The Appalachian woman archetype is rough, hardened and traditional. Men are the head of the household; women mind the house. The labor of men brings money and professional prestige; women’s accomplishments are brushed aside as familial expectations. Cleaning, minding children, providing a refuge for emotional vulnerability, these are all duties that fall to mothers and wives. These are the roles supposedly assumed by Appalachian and Southern women alike.

But the stereotype has forgotten that Appalachia is ruled by the women within it. The idea that Appalachian women are solely homemakers ignores and destroys the reality of life here and furthers a patriarchal idea without critically analyzing the context of Appalachian culture. 

My grandmother married a mountain man at the age of 15. Living in what’s now Shenandoah National Park, they remained on his family homestead until eventually moving into the Shenandoah Valley. Four kids and three grandkids later, I am lucky to have a front seat to the perfect case study of Appalachian hierarchy and what it means to be a woman in our region. 

My grandmother stands at a whopping 5’0” –– tiny compared to my grandfather’s 6’ frame. She keeps her short hair permed and her pants pressed. She won’t leave the house without lipstick, and she hates pictures. 

Her hands have picked the garden since it was tilled. They’ve wiped away tears and raised babies. They’re sturdy and strong. 

My grandmother is the ultimate mediator – between cousins, aunts, uncles, brothers and sisters. Every Sunday, she makes dinner for her family. My grandmother is the matriarch of our family. 

That’s how it is for many tight-knit, Appalachian families –– there’s a single woman that keeps it all together.

You see, my grandfather is in charge of the garden that grows the food we eat. His vegetables fill the table that feeds our family and brings us together. But it’s my grandmother’s cooking that turns a summer harvest into Sunday dinner. 

Everyone has their fill, plus two plates after that. While the men retire to the living room and the kids are ushered away, my aunts rise from their seats and in a loud flurry, the pans are cleaned, the table is wiped and the dishes are stacked away. The kitchen is once again clean and orderly. Everyone leaves with leftovers tightly packed with plastic wrap and dessert on the side.

What I thought I was witnessing growing up in a conservative Appalachian household with these family dinners was the portrayal of traditional, conservative values, where gender roles often stifle the wife, forcing her back into the house with a child in tow. The man provides and the woman abides. 

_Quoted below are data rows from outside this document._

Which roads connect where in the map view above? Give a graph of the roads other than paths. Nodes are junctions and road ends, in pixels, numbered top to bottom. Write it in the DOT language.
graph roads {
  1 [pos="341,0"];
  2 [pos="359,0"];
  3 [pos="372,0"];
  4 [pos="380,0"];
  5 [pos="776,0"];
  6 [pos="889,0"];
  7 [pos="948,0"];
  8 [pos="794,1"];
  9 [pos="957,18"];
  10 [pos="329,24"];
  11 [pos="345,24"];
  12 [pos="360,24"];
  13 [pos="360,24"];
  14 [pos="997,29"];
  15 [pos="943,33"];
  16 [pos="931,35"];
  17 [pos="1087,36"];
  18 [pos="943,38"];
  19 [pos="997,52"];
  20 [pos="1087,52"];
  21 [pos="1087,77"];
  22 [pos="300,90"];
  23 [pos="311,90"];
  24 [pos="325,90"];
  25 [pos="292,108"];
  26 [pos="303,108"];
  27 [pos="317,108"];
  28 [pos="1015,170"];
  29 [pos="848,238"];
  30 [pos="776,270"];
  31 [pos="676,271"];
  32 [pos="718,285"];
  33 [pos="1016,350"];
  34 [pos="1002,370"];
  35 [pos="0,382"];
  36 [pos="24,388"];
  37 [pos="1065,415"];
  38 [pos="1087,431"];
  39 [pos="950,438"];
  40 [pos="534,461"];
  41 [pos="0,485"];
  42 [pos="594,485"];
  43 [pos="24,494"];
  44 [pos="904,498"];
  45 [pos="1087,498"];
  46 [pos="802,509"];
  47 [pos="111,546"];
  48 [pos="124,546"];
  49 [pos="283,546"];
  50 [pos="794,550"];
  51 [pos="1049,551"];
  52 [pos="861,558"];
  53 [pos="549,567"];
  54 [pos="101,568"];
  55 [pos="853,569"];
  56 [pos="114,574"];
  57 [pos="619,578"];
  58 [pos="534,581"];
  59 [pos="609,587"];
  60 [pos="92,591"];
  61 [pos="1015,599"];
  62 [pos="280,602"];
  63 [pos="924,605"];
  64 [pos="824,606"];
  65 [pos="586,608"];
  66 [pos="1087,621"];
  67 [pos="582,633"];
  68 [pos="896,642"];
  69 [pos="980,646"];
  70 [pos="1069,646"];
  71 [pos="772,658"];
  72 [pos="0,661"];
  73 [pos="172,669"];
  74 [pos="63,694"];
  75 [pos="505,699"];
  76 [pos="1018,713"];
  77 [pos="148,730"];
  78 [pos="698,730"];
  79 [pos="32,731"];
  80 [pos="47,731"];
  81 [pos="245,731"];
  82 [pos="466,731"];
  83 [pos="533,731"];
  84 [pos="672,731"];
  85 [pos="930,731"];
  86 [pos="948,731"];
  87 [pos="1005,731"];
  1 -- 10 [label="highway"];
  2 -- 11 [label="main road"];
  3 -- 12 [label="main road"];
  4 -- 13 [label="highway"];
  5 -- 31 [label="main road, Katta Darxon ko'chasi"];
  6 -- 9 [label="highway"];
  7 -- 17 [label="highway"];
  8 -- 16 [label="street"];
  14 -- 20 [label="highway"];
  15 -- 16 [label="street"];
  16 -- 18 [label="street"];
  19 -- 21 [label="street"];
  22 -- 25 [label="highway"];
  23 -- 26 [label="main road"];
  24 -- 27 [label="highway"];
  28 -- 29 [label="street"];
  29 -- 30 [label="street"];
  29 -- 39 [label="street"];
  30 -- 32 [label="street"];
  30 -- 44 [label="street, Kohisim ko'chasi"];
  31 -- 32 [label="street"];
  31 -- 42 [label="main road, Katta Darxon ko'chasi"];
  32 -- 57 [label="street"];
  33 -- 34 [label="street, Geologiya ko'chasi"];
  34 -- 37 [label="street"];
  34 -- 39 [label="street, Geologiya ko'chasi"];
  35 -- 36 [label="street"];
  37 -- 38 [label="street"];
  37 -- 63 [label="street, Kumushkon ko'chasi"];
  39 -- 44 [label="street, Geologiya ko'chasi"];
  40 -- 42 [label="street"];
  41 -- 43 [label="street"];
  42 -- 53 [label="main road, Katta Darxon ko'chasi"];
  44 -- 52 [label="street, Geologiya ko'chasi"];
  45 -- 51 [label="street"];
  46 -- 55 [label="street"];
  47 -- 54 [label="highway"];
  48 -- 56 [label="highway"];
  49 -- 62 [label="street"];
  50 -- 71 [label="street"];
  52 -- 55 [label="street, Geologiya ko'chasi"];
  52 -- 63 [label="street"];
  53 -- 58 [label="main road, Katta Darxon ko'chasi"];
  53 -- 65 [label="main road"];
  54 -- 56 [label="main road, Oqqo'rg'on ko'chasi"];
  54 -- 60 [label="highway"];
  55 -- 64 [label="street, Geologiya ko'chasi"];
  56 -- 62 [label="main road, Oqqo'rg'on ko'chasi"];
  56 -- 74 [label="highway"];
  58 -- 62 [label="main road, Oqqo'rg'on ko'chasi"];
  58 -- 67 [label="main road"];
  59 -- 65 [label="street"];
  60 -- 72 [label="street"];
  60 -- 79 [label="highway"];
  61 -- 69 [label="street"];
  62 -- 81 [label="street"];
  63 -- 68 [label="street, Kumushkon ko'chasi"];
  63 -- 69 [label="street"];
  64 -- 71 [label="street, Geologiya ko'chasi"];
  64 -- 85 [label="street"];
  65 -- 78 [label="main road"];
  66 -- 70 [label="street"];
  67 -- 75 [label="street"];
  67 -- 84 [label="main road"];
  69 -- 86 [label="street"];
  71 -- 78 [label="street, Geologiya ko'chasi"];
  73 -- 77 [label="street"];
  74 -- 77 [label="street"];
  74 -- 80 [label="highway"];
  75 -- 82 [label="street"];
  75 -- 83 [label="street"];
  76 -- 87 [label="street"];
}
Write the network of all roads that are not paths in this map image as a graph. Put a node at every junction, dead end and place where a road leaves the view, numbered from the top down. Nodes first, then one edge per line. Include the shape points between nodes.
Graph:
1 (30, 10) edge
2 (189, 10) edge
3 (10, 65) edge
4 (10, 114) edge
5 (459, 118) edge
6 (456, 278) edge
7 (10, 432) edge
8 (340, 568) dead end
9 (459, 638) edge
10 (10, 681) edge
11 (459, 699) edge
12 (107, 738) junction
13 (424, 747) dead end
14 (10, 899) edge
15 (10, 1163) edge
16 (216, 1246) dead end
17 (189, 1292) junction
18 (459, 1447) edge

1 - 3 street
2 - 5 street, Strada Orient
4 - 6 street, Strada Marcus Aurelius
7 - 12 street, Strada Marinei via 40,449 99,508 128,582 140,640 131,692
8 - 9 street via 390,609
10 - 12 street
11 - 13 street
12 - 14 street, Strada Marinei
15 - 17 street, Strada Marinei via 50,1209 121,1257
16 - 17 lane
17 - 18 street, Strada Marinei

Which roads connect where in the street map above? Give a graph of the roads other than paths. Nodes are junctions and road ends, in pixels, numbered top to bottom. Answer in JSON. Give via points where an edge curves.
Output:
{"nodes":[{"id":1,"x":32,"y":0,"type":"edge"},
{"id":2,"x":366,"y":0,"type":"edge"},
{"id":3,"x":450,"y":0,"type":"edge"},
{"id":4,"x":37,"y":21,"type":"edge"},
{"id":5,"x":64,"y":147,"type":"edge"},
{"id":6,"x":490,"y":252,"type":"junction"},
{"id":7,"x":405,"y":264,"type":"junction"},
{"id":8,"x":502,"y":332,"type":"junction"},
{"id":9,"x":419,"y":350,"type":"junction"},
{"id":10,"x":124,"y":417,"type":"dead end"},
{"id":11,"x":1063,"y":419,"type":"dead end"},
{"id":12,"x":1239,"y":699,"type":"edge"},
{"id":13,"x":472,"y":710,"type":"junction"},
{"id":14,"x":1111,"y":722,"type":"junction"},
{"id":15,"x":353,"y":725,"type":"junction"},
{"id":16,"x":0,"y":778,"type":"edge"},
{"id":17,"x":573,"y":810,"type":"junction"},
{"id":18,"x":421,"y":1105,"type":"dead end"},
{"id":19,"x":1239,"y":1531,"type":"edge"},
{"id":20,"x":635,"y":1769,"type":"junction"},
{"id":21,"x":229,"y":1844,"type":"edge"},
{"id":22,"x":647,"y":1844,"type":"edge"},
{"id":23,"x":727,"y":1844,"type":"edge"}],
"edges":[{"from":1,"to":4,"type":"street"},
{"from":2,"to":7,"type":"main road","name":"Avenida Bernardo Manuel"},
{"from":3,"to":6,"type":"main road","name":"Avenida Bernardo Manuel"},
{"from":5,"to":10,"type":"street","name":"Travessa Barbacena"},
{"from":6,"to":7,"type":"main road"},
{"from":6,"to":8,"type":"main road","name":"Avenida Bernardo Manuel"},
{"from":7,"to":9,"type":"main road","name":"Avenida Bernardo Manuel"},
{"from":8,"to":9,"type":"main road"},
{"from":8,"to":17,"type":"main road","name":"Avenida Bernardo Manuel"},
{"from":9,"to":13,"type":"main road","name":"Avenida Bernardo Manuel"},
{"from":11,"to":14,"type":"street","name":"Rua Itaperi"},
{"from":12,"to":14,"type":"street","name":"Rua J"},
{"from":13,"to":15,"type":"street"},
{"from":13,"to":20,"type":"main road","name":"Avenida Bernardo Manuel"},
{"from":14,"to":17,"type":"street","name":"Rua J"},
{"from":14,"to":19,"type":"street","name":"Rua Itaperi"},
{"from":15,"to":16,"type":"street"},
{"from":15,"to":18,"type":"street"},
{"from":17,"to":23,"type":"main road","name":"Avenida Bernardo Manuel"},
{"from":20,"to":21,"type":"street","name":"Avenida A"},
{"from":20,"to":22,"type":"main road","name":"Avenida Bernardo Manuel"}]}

But I could never see myself filling those traditional roles and the gendered expectations my family had for me, so I pushed back. I told them I never wanted a family to tend to or a house to keep in order. My grandparents lamented the idea of never having great-grandbabies. My aunts and uncles couldn’t fathom that I would never want the stability of domesticity. I despised the fact that I could only imagine a world where I was content with children and a husband. 

But I have come to realize those roles in Appalachia are so much more complex. I don’t even remember the occasion, but there was a day surrounded by the laughter and joy of my family that a realization shattered the preconceived notions of what society told me being a woman in Appalachia was: Our grandmothers do this not because they have to, this was never something forced onto my grandmother by her husband or the culture she grew up in, Juanita Conley got up and made supper so that her family could be together. She wanted to create this space of love for us to enjoy. As it dawned on me that my grandmother was doing this out of love not obligation, my world was shaken — everything I had assumed had been wrong.

Throughout our history, Appalachian women have been leading the efforts to provide better lives for their families – by doing the work both inside and outside the home. Historians Jessica Wilkerson and Sudie Crusenberry have collected the stories of some of these great women who became centers for political revolution in their respective communities. As reporter S. Heather Duncan wrote for Scalawag, “Wilkerson argues their activism arose from their understanding of how their unpaid caregiving — for children, disabled husbands, and abused wives — was linked to their rights as citizens: the right to affordable child care and health care, clean water, and safe working conditions for raising a family.” 

The truth is Appalachia is a matriarchy, relying on the labor of women to keep families together. Their work is often unnoticed because of how our country defines and values “work,” but my mamaw is proof that Appalachian women are dynamic and strong. My grandmother has taken great pride in her ability to run a household, but she also worked for many years alongside her husband to provide for her family.  She makes Sunday dinner to see her family together, not because she’s expected to do so. There’s nobody that could possibly tell her what to do anyway.

Women are the backbone of Appalachian families. Without them, our grandfathers would only have a cellar filled with vegetables, cabinets crammed with unused china and a dining room that lies quiet and empty. Appalachian women take four walls and fill them with warm food, loud gossip, tight hugs and the enduring, bountiful feeling of home. 

Men may think they run the show, but the truth is they have only been afforded a ticket. 

Summer Conley is a senior at James Madison University studying Public Policy and Administration. She was born and raised in Appalachia and currently lives in Elkton, Virginia.